For garlic lovers, September's cool weather is a welcome reminder that it's time for a new crop.

Long considered a deterrent to the common cold, garlic is a favorite herb in Mexican and Italian cuisine. California Early is a popular and well-adapted garlic variety for New Mexico.

Unlike multilayered onion bulbs, segmented garlic bulbs are made of fleshy cloves. Plant individual cloves in well-fertilized soil with the basal ends down and the pointed tips up, about 1 to 3 inches deep and 3 to 6 inches apart. Keep rows 3 feet apart.

Garlic cloves will swell in the fall as they develop roots, then go dormant in the winter. Growth will resume in the warmer days of spring with the emergence of flat, keel or V-shaped leaves. Apply nitrogen fertilizer in early spring to carry the plants until harvest in late June or July.

September is also time to plant fall-bearing red raspberries. Traditional red raspberry varieties produce berries in early summer on canes that emerged the previous year.
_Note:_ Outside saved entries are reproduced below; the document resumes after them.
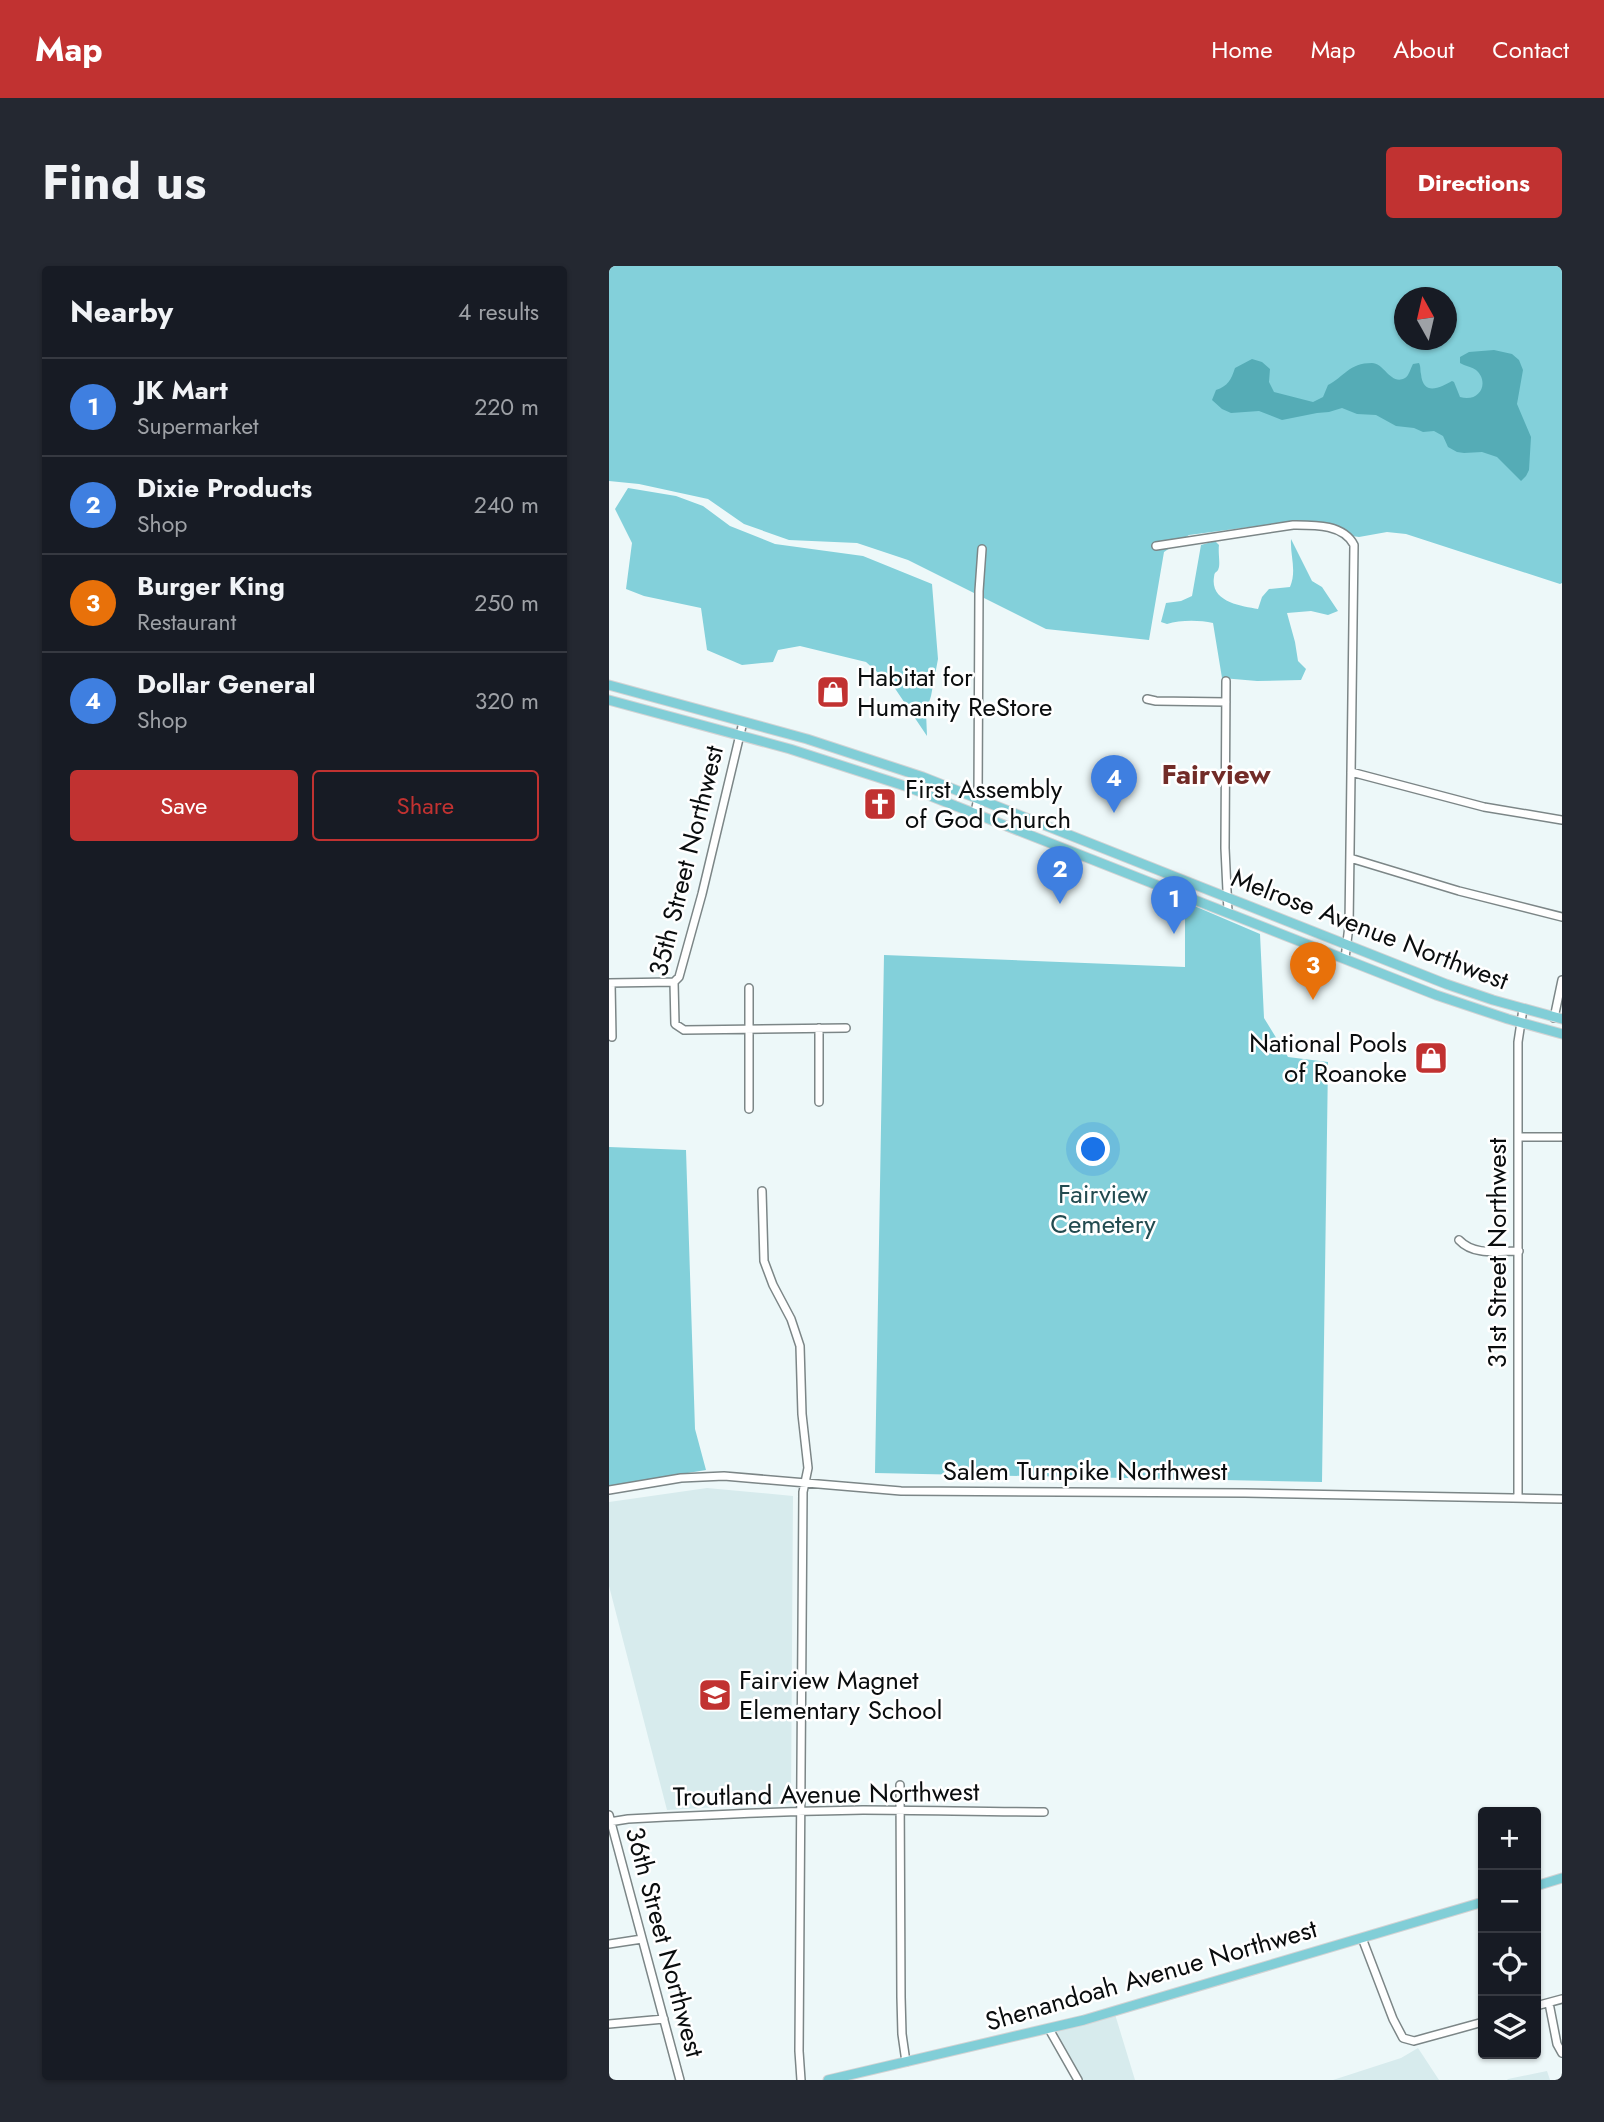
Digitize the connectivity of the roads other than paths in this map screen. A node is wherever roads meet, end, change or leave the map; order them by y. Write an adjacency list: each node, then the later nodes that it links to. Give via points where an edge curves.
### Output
1 (1156, 546): 10 (street, via 1293,525 1325,527 1352,540)
2 (982, 549): 11 (street)
3 (1226, 681): 7 (street)
4 (609, 685): 8 (main road, Melrose Avenue Northwest)
5 (1147, 699): 7 (street)
6 (609, 700): 9 (main road, Melrose Avenue Northwest)
7 (1226, 702): 15 (street)
8 (743, 722): 9 (street, 35th Street Northwest); 11 (main road, Melrose Avenue Northwest, via 874,760)
9 (740, 736): 12 (main road, Melrose Avenue Northwest, via 872,775); 21 (street, 35th Street Northwest, via 702,894)
10 (1351, 772): 13 (street, via 1484,807); 14 (street)
11 (978, 798): 12 (street); 15 (main road, Melrose Avenue Northwest)
12 (975, 812): 16 (main road, Melrose Avenue Northwest)
13 (1562, 820)
14 (1350, 858): 17 (street); 18 (street)
15 (1227, 897): 16 (street); 18 (main road, Melrose Avenue Northwest)
16 (1228, 912): 19 (main road, Melrose Avenue Northwest)
17 (1562, 917)
18 (1347, 944): 19 (street); 24 (main road, Melrose Avenue Northwest)
19 (1345, 958): 26 (main road, Melrose Avenue Northwest)
20 (1562, 981): 25 (street)
21 (674, 982): 22 (street); 29 (street, 35th Street Northwest, via 675,1024 681,1029)
22 (610, 983): 31 (street)
23 (749, 988): 29 (street)
24 (1523, 1009): 25 (main road, Melrose Avenue Northwest); 26 (street, 31st Street Northwest)
25 (1558, 1018)
26 (1520, 1023): 30 (main road, Melrose Avenue Northwest); 34 (street, 31st Street Northwest)
27 (819, 1028): 28 (street); 29 (street); 32 (street)
28 (846, 1028)
29 (750, 1029): 33 (street)
30 (1562, 1034)
31 (612, 1037)
32 (819, 1102)
33 (749, 1109)
34 (1518, 1137): 35 (street); 38 (street, 31st Street Northwest)
35 (1562, 1137)
36 (761, 1191): 39 (street, via 764,1259 800,1346 808,1468)
37 (1459, 1240): 38 (street, via 1480,1251)
38 (1519, 1251): 41 (street, 31st Street Northwest)
39 (805, 1483): 40 (street, Salem Turnpike Northwest, via 707,1476); 41 (street, Salem Turnpike Northwest, via 907,1491); 44 (street)
40 (609, 1490)
41 (1518, 1498): 42 (street, Salem Turnpike Northwest)
42 (1562, 1499)
43 (900, 1785): 45 (street)
44 (801, 1811): 45 (street, Troutland Avenue Northwest); 47 (street, Troutland Avenue Northwest); 65 (street)
45 (900, 1811): 46 (street, Troutland Avenue Northwest); 62 (street)
46 (1044, 1812)
47 (610, 1820): 52 (street, 36th Street Northwest)
48 (1562, 1878): 49 (main road)
49 (1541, 1884)
50 (1478, 1903): 51 (main road, Shenandoah Avenue Northwest)
51 (1362, 1938): 58 (street, via 1400,2035 1413,2041); 60 (main road, Shenandoah Avenue Northwest)
52 (642, 1939): 53 (street); 57 (street, 36th Street Northwest)
53 (609, 1944)
54 (1562, 1999): 55 (street)
55 (1549, 2003): 56 (street); 61 (street)
56 (1541, 2005)
57 (664, 2019): 59 (street); 64 (street, 36th Street Northwest)
58 (1478, 2023)
59 (609, 2024)
60 (1049, 2028): 62 (main road, Shenandoah Avenue Northwest); 67 (street)
61 (1562, 2053)
62 (906, 2062): 63 (main road, Shenandoah Avenue Northwest)
63 (839, 2079): 66 (main road, Shenandoah Avenue Northwest)
64 (680, 2080)
65 (801, 2080)
66 (828, 2080)
67 (1078, 2080)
Fall-bearing or everbearing red raspberries produce berries on the upper ends of canes that emerged in the spring.

Fall-bearing raspberries are sweeter than summer berries because cool weather retards plant respiration, causing sugars to accumulate in the berries. Some popular fall-bearing varieties are Heritage, Autumn Bliss and Red Wing.

Early September is a good time to start a new red raspberry bed. If plants and root systems are healthy, the suckers or daughter plants that emerge around mature mother plants can be transplanted to new areas. Carefully sever the roots attached to the mother plant, maintaining a soil ball around the root system of the sucker. After transplanting, firm the soil over the top of the roots. Prune two-thirds off the cane's top to balance top growth with root growth and water immediately. Plant late in the evening to reduce stress on the transplant.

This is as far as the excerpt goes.